Deadline Date: December 10, 2025
Innovate UK, through the Made Smarter Innovation (MSI) programme under UK Research and Innovation (UKRI), is offering up to £15.5 million across two strands to help develop industrial digital technologies that enhance energy and resource efficiency among SME manufacturers.
The focus areas of this competition are resource efficiencies including raw material waste, production process waste, packaging waste (including in-process single-use materials), maintenance or servitisation waste (including fluids and components), utilities waste, and end of life waste; and energy efficiencies including boilers and steam, air compressors or vacuum, motors, drivers, pumps or hydraulics, induction or welding, chilling or freezing, spray, extraction or dryers, ovens, kilns or furnaces, and heavy machinery or presses.
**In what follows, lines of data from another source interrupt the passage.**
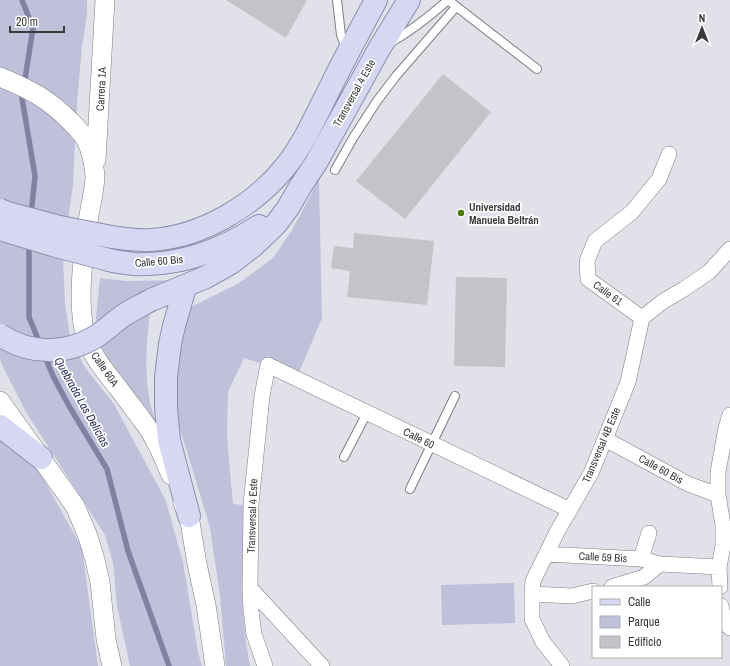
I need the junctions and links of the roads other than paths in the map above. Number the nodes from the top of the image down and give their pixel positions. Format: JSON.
{"nodes":[{"id":1,"x":105,"y":0,"type":"edge"},
{"id":2,"x":337,"y":0,"type":"edge"},
{"id":3,"x":376,"y":0,"type":"edge"},
{"id":4,"x":409,"y":0,"type":"edge"},
{"id":5,"x":448,"y":0,"type":"edge"},
{"id":6,"x":456,"y":7,"type":"junction"},
{"id":7,"x":379,"y":50,"type":"junction"},
{"id":8,"x":347,"y":53,"type":"junction"},
{"id":9,"x":537,"y":69,"type":"dead end"},
{"id":10,"x":0,"y":77,"type":"edge"},
{"id":11,"x":669,"y":154,"type":"dead end"},
{"id":12,"x":335,"y":170,"type":"dead end"},
{"id":13,"x":95,"y":177,"type":"junction"},
{"id":14,"x":271,"y":182,"type":"joint"},
{"id":15,"x":300,"y":187,"type":"junction"},
{"id":16,"x":0,"y":210,"type":"edge"},
{"id":17,"x":0,"y":229,"type":"edge"},
{"id":18,"x":730,"y":249,"type":"edge"},
{"id":19,"x":185,"y":287,"type":"junction"},
{"id":20,"x":642,"y":318,"type":"junction"},
{"id":21,"x":0,"y":335,"type":"edge"},
{"id":22,"x":268,"y":365,"type":"joint"},
{"id":23,"x":455,"y":396,"type":"dead end"},
{"id":24,"x":0,"y":400,"type":"edge"},
{"id":25,"x":367,"y":412,"type":"junction"},
{"id":26,"x":730,"y":415,"type":"edge"},
{"id":27,"x":0,"y":426,"type":"edge"},
{"id":28,"x":605,"y":439,"type":"junction"},
{"id":29,"x":432,"y":444,"type":"junction"},
{"id":30,"x":344,"y":457,"type":"dead end"},
{"id":31,"x":41,"y":458,"type":"junction"},
{"id":32,"x":724,"y":474,"type":"edge"},
{"id":33,"x":410,"y":489,"type":"dead end"},
{"id":34,"x":718,"y":495,"type":"junction"},
{"id":35,"x":570,"y":510,"type":"junction"},
{"id":36,"x":189,"y":516,"type":"junction"},
{"id":37,"x":649,"y":533,"type":"dead end"},
{"id":38,"x":726,"y":548,"type":"edge"},
{"id":39,"x":546,"y":554,"type":"junction"},
{"id":40,"x":641,"y":559,"type":"junction"},
{"id":41,"x":660,"y":564,"type":"junction"},
{"id":42,"x":719,"y":567,"type":"junction"},
{"id":43,"x":615,"y":586,"type":"edge"},
{"id":44,"x":720,"y":586,"type":"edge"},
{"id":45,"x":250,"y":588,"type":"junction"},
{"id":46,"x":592,"y":591,"type":"edge"},
{"id":47,"x":532,"y":594,"type":"junction"},
{"id":48,"x":722,"y":609,"type":"edge"},
{"id":49,"x":730,"y":628,"type":"edge"},
{"id":50,"x":112,"y":666,"type":"edge"},
{"id":51,"x":215,"y":666,"type":"edge"},
{"id":52,"x":265,"y":666,"type":"edge"},
{"id":53,"x":322,"y":666,"type":"edge"},
{"id":54,"x":562,"y":666,"type":"edge"}],
"edges":[{"from":1,"to":13,"type":"street","name":"Carrera 1A"},
{"from":2,"to":8,"type":"lane"},
{"from":3,"to":8,"type":"main road","name":"Transversal 4 Este"},
{"from":4,"to":7,"type":"main road","name":"Transversal 4 Este"},
{"from":5,"to":6,"type":"lane"},
{"from":5,"to":7,"type":"lane"},
{"from":6,"to":9,"type":"lane"},
{"from":6,"to":12,"type":"lane"},
{"from":7,"to":15,"type":"main road","name":"Transversal 4 Este"},
{"from":8,"to":14,"type":"main road","name":"Transversal 4 Este"},
{"from":10,"to":13,"type":"street","name":"Calle 60A"},
{"from":11,"to":20,"type":"street","name":"Calle 61"},
{"from":13,"to":36,"type":"street","name":"Calle 60A"},
{"from":14,"to":16,"type":"main road","name":"Calle 60 Bis","bridge":true},
{"from":15,"to":17,"type":"main road","name":"Calle 60 Bis","bridge":true},
{"from":15,"to":19,"type":"main road"},
{"from":18,"to":20,"type":"street"},
{"from":19,"to":21,"type":"main road","bridge":true},
{"from":19,"to":36,"type":"main road"},
{"from":20,"to":28,"type":"street","name":"Transversal 4B Este"},
{"from":22,"to":25,"type":"street","name":"Calle 60"},
{"from":22,"to":45,"type":"street","name":"Transversal 4 Este"},
{"from":23,"to":29,"type":"lane"},
{"from":24,"to":31,"type":"street"},
{"from":25,"to":29,"type":"street","name":"Calle 60"},
{"from":25,"to":30,"type":"lane"},
{"from":26,"to":32,"type":"street"},
{"from":27,"to":31,"type":"main road"},
{"from":28,"to":34,"type":"street","name":"Calle 60 Bis"},
{"from":28,"to":35,"type":"street","name":"Transversal 4B Este"},
{"from":29,"to":33,"type":"lane"},
{"from":29,"to":35,"type":"street","name":"Calle 60"},
{"from":31,"to":50,"type":"street"},
{"from":32,"to":34,"type":"street"},
{"from":34,"to":38,"type":"street"},
{"from":35,"to":39,"type":"street","name":"Transversal 4B Este"},
{"from":36,"to":51,"type":"street","name":"Calle 60A"},
{"from":37,"to":40,"type":"street"},
{"from":38,"to":42,"type":"street"},
{"from":39,"to":40,"type":"street","name":"Calle 59 Bis"},
{"from":39,"to":47,"type":"street","name":"Transversal 4B Este"},
{"from":40,"to":41,"type":"street","name":"Calle 59 Bis"},
{"from":41,"to":42,"type":"street","name":"Calle 59 Bis"},
{"from":41,"to":43,"type":"street"},
{"from":42,"to":44,"type":"street"},
{"from":45,"to":52,"type":"street","name":"Transversal 4 Este"},
{"from":45,"to":53,"type":"street"},
{"from":46,"to":47,"type":"street"},
{"from":47,"to":54,"type":"street","name":"Transversal 4B Este"},
{"from":48,"to":49,"type":"street"}]}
This competition aims to explore new industrial digital technologies (IDTs) that improve the sustainability, resilience, and productivity of UK micro, small, or medium-sized enterprise (SME) manufacturers by enhancing energy or resource efficiency. Projects must develop affordable, easy-to-use, and scalable digital solutions, demonstrating how innovations can improve energy or resource efficiency in a manufacturing environment. Feasibility studies under this strand should carry out research into and development of innovative digital solutions, showing clear potential for improvement in efficiency, scalability, and affordability.
Projects must have total eligible costs between £25,000 and £150,000, lasting between three and six months, starting on 1 April 2026 and ending by 30 September 2026. The lead organisation must be a UK-registered SME operating as a technology developer, while collaborations may include SMEs operating as manufacturers, academic institutions, research organisations, or research and technology organisations. Funded projects must be carried out in the UK and aim to exploit the results from or in the UK.
Eligible feasibility studies can receive up to 70% funding for micro and small organisations and up to 60% for medium-sized ones. Research organisations conducting non-economic activity can share up to 30% of total eligible project costs, with RTOs and research organisations eligible for 100% of their costs and academic institutions up to 80% of full economic costs. Innovate UK encourages collaborations that include multiple SME manufacturers across manufacturing sectors and locations.
Projects must deliver outputs that demonstrate technical, operational, and financial feasibility, with a clear path toward industrial research to test the proposed solution. Final outputs should include an executive summary, technical and market analysis, financial feasibility, marketing and commercialisation strategy, and draft product specifications. Innovate UK will adopt a portfolio approach to ensure funding distribution across various technologies, sectors, and regions.